The reason for bringing this issue up is it seems to be flying a little under the radar. While it’s talked about somewhat in the AEMC’s metering review, it’s being presented as a small add on to the reform that has a lot of tricky barriers, and wouldn’t it just be easier for DER control systems to get (near) real-time meter data from the cloud? (answer: that won’t work at all).

Parties such as SwitchDin, Rheem/CET, the CEC and others have diligently submitted useful information in the need for this local access, but these type of reviews have a huge number of submissions and topics, so details like this can sometimes be hard to pick out through the noise.
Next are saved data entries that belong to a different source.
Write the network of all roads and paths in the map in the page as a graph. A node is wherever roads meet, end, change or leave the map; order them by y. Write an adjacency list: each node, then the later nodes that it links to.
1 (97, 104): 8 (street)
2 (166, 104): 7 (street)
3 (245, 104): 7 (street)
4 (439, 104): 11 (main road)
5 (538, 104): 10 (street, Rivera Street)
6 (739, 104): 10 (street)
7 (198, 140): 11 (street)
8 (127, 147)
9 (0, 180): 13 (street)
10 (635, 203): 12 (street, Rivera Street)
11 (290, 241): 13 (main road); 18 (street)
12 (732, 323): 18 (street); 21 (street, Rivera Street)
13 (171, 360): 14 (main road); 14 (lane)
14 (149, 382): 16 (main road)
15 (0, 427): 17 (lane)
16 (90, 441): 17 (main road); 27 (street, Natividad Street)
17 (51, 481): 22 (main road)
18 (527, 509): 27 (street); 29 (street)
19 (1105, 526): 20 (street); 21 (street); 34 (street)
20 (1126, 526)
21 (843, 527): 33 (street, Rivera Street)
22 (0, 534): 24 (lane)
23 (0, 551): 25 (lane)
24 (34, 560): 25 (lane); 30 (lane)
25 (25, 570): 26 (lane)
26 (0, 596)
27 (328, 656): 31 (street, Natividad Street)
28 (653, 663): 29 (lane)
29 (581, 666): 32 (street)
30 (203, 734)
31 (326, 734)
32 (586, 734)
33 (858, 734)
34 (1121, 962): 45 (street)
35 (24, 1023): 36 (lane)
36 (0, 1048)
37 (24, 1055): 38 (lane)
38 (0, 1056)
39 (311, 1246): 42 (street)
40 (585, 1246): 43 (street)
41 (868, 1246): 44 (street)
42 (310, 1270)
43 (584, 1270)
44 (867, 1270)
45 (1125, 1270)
Finally, we’re well on the way to rolling out flexible export limits and lowering static export limits. This dramatically increases the amount of systems that will require export monitoring. This is another reform that’s had huge amounts of development on certain topics such as the protocols, DNSP systems and allocation methods, but the idea that this will incur hundreds of millions in extra costs on consumers due to requiring them to install a duplicate meter, and can we avoid some of those costs, seems to have been overlooked a little bit.

Thanks for reading.

Footnotes

[1] Modelling Assumptions

Annual solar installs are roughly based on the latest GEM STC modelling (page 20) out to 2030 with a fixed decline to 2040, which is:

Currently it’s assumed 30% of solar systems in SA and QLD are large enough to require export monitoring, and 20% in NSW (Ausgrid have a 10kW static limit).

The assumed year flexible export limits are introduced:

When flexible export limits (FELs) are introduced we assume 100% of systems require export monitoring, due to the requirement for export monitoring for FELs, and the lower static export limit (SAPN for instance is lowering their static export limit to 1.5kW when FELs are introduced).
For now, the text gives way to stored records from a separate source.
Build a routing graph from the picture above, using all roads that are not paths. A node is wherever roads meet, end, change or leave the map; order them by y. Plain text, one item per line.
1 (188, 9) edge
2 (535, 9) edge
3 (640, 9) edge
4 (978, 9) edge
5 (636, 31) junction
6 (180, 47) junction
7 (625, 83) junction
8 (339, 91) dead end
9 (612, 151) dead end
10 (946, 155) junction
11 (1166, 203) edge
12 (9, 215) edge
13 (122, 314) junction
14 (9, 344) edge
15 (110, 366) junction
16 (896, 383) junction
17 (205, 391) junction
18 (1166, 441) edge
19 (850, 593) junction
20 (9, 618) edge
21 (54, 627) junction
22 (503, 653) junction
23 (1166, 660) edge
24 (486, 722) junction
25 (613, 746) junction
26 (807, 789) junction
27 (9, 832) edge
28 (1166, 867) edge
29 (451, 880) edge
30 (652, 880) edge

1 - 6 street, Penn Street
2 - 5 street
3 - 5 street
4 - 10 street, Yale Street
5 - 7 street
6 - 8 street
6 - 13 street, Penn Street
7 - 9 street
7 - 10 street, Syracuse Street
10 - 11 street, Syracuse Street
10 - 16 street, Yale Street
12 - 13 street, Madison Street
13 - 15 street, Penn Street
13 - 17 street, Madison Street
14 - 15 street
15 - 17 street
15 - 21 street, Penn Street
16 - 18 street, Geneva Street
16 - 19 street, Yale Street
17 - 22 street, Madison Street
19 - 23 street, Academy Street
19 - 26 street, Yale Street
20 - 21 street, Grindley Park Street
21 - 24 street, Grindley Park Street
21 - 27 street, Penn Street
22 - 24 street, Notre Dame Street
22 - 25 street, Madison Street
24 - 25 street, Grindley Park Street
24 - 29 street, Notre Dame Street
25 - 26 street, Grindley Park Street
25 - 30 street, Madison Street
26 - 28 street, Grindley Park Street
The average cost of an export meter is assumed at $300, which is on the conservative side. Wholesale costs for export meters are typically between $150-$450 depending on number of phases, and quality of manufacturer. Here’s a solarchoice article indicating Fronius export meters cost $330-$850 installed.
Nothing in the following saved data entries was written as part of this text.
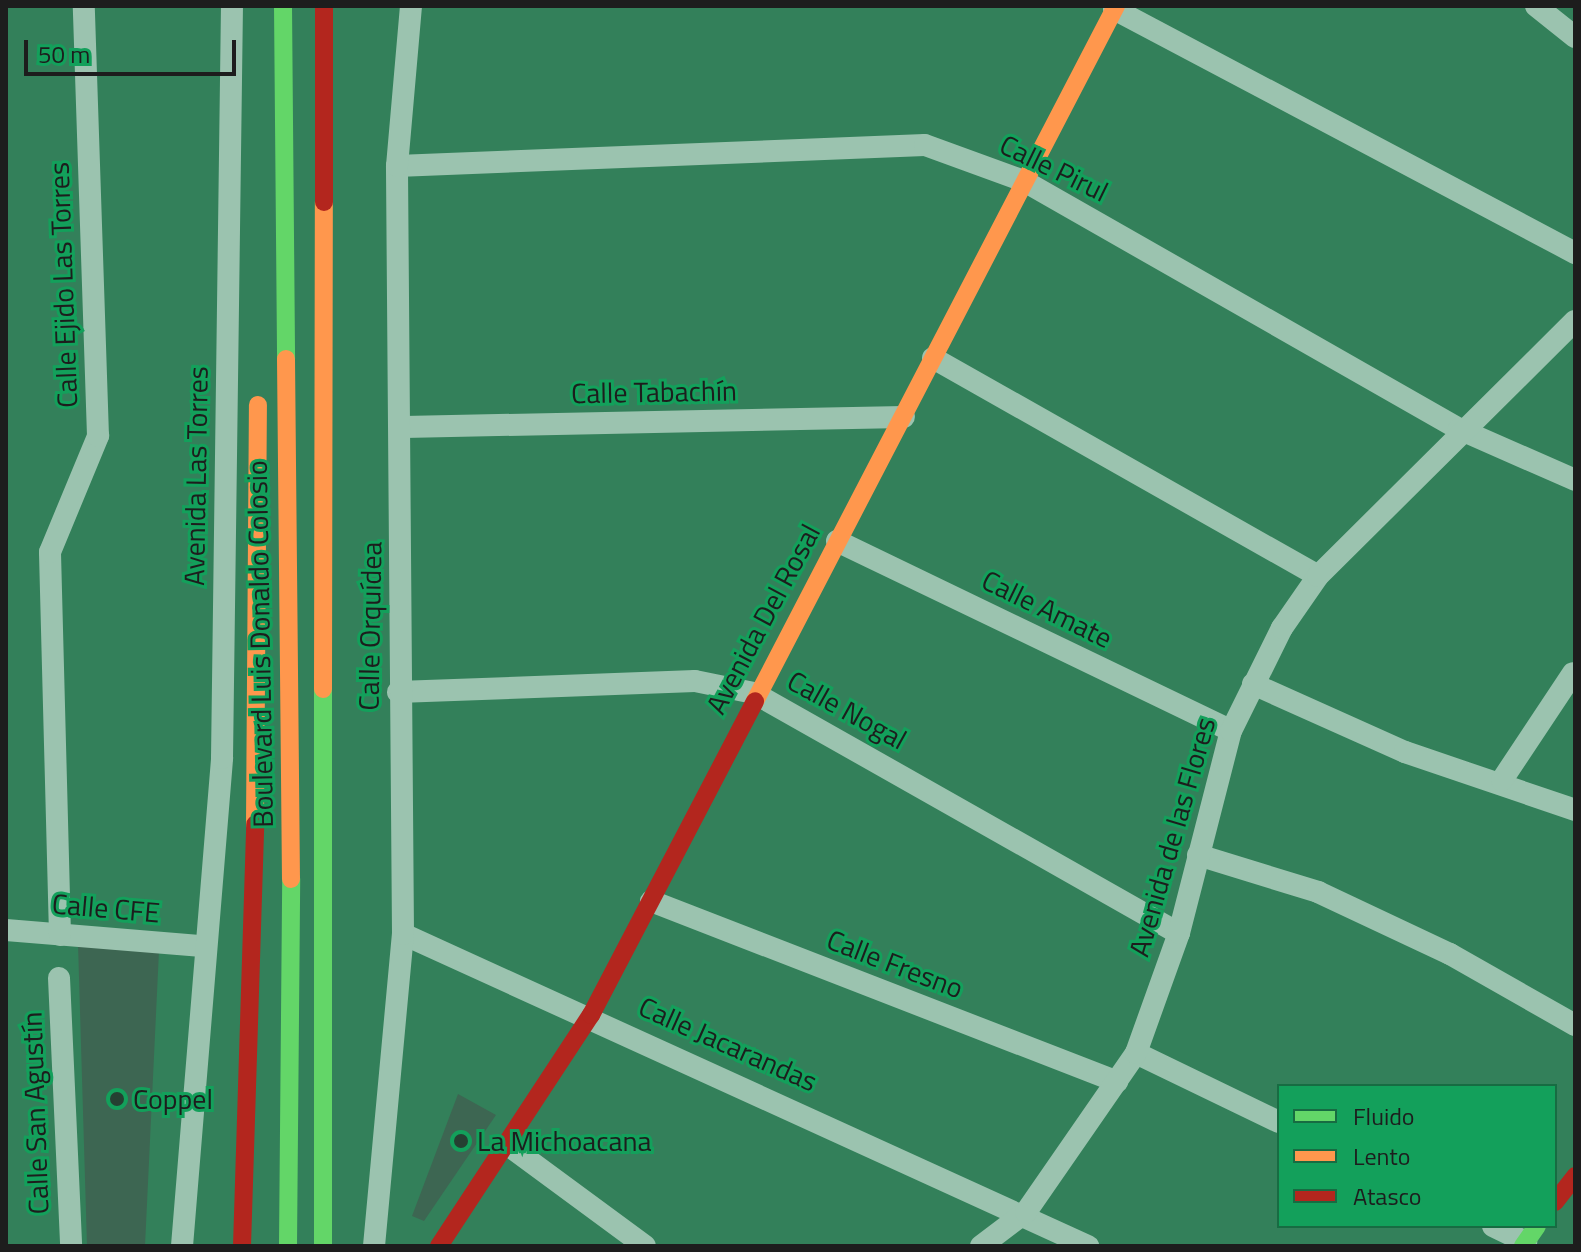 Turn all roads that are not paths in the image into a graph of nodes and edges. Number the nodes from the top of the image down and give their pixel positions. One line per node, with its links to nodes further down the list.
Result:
1 (84, 6): 36 (street, Calle Ejido Las Torres)
2 (232, 6): 37 (street, Avenida Las Torres)
3 (283, 6): 9 (main road)
4 (324, 6): 10 (main road)
5 (411, 6): 12 (street, Calle Orquídea)
6 (1536, 6): 8 (street)
7 (1115, 8): 13 (main road, Avenida Del Rosal); 14 (street)
8 (1575, 37)
9 (282, 42): 11 (main road); 53 (main road, Boulevard Luis Donaldo Colosio)
10 (322, 59): 54 (main road); 55 (main road)
11 (262, 146)
12 (397, 166): 13 (street, Calle Pirul); 19 (street, Calle Orquídea)
13 (1024, 181): 16 (main road, Avenida Del Rosal); 20 (street, Calle Pirul)
14 (1575, 253)
15 (1575, 321): 20 (street, Avenida de las Flores)
16 (933, 358): 18 (main road, Avenida Del Rosal); 23 (street)
17 (258, 382): 52 (main road)
18 (904, 417): 19 (street, Calle Tabachín); 22 (main road, Avenida Del Rosal)
19 (404, 427): 26 (street, Calle Orquídea)
20 (1459, 429): 21 (street, Calle Pirul); 23 (street, Avenida de las Flores)
21 (1575, 480)
22 (837, 541): 27 (main road, Avenida Del Rosal); 28 (street, Calle Amate)
23 (1318, 576): 25 (street, Avenida de las Flores)
24 (1573, 673): 29 (street)
25 (1253, 684): 28 (street, Avenida de las Flores); 29 (street)
26 (398, 692): 27 (street, Calle Nogal); 35 (street, Calle Orquídea)
27 (754, 693): 32 (main road, Avenida Del Rosal); 34 (street, Calle Nogal)
28 (1231, 731): 31 (street, Avenida de las Flores)
29 (1502, 780): 30 (street)
30 (1575, 810)
31 (1198, 855): 34 (street, Avenida de las Flores); 40 (street)
32 (651, 901): 39 (main road, Avenida Del Rosal); 42 (street, Calle Fresno)
33 (6, 930): 36 (street, Calle CFE)
34 (1179, 933): 41 (street, Avenida de las Flores)
35 (403, 934): 39 (street, Calle Jacarandas); 56 (street, Calle Orquídea)
36 (60, 935): 37 (street, Calle CFE)
37 (202, 946): 51 (street, Avenida Las Torres)
38 (59, 978): 50 (street, Calle San Agustín)
39 (591, 1015): 44 (main road, Avenida Del Rosal); 47 (street, Calle Jacarandas)
40 (1575, 1025)
41 (1136, 1053): 42 (street, Avenida de las Flores); 43 (street)
42 (1117, 1082): 47 (street, Avenida de las Flores)
43 (1277, 1121)
44 (508, 1145): 57 (main road, Avenida Del Rosal); 58 (street)
45 (1575, 1176): 46 (main road)
46 (1557, 1199)
47 (1026, 1212): 59 (street, Avenida de las Flores); 60 (street, Calle Jacarandas)
48 (1499, 1228): 49 (street)
49 (1529, 1238)
50 (71, 1246)
51 (182, 1246)
52 (242, 1246)
53 (288, 1246)
54 (323, 1246)
55 (343, 1246)
56 (374, 1246)
57 (439, 1246)
58 (645, 1246)
59 (981, 1246)
60 (1088, 1246)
[2] NEM Metering Interpretations

Often parties will point to clauses in the NER to argue that solar systems can’t connect to smart meters for export monitoring. Clauses such as:

NER 7.15.3(a) “The Metering Coordinator must ensure that energy data held in the metering installation is protected from local access and remote access by suitable password and security controls in accordance with paragraph (c).

NER 7.15.4(a) “the Metering Coordinator must ensure that access to energy data held in the metering installation is only given to a person and for a purpose that is permitted under the Rules;

NER 7.15.5 “..only the following persons may access or receive metering data, settlements ready data, NMI Standing Data, and data from the metering register for a metering installation:
Registered Participants… the Meter Coordinator… the Metering Provider… the Metering Data provider… AEMO…

“energy data” and “metering data” are defined terms in the NER, if we look up their definitions:

energy data: Interval energy data or accumulated energy data

Interval and accumulated energy data is 5-minute or 30-minute accumulation data (basically, volumes of energy) used for market settlement.

metering data: Accumulated metering data, interval metering data, calculated metering data, substituted metering data, estimated metering data and check metering data.

They sub definitions are also different types of 5-minute and 30-minute accumulated energy measurements used for market settlement.

Now, this is definitely not legal advice, but it seems that the data we’re looking for: samples of instantaneous power from the meter, doesn’t constitute energy data nor metering data, therefore the above NER clauses don’t apply to the data that is required.

So while the NER does heavily protect the reading of accumulation data used for market settlement, just using the meter to understand the instantaneous power seem… for the most part fine?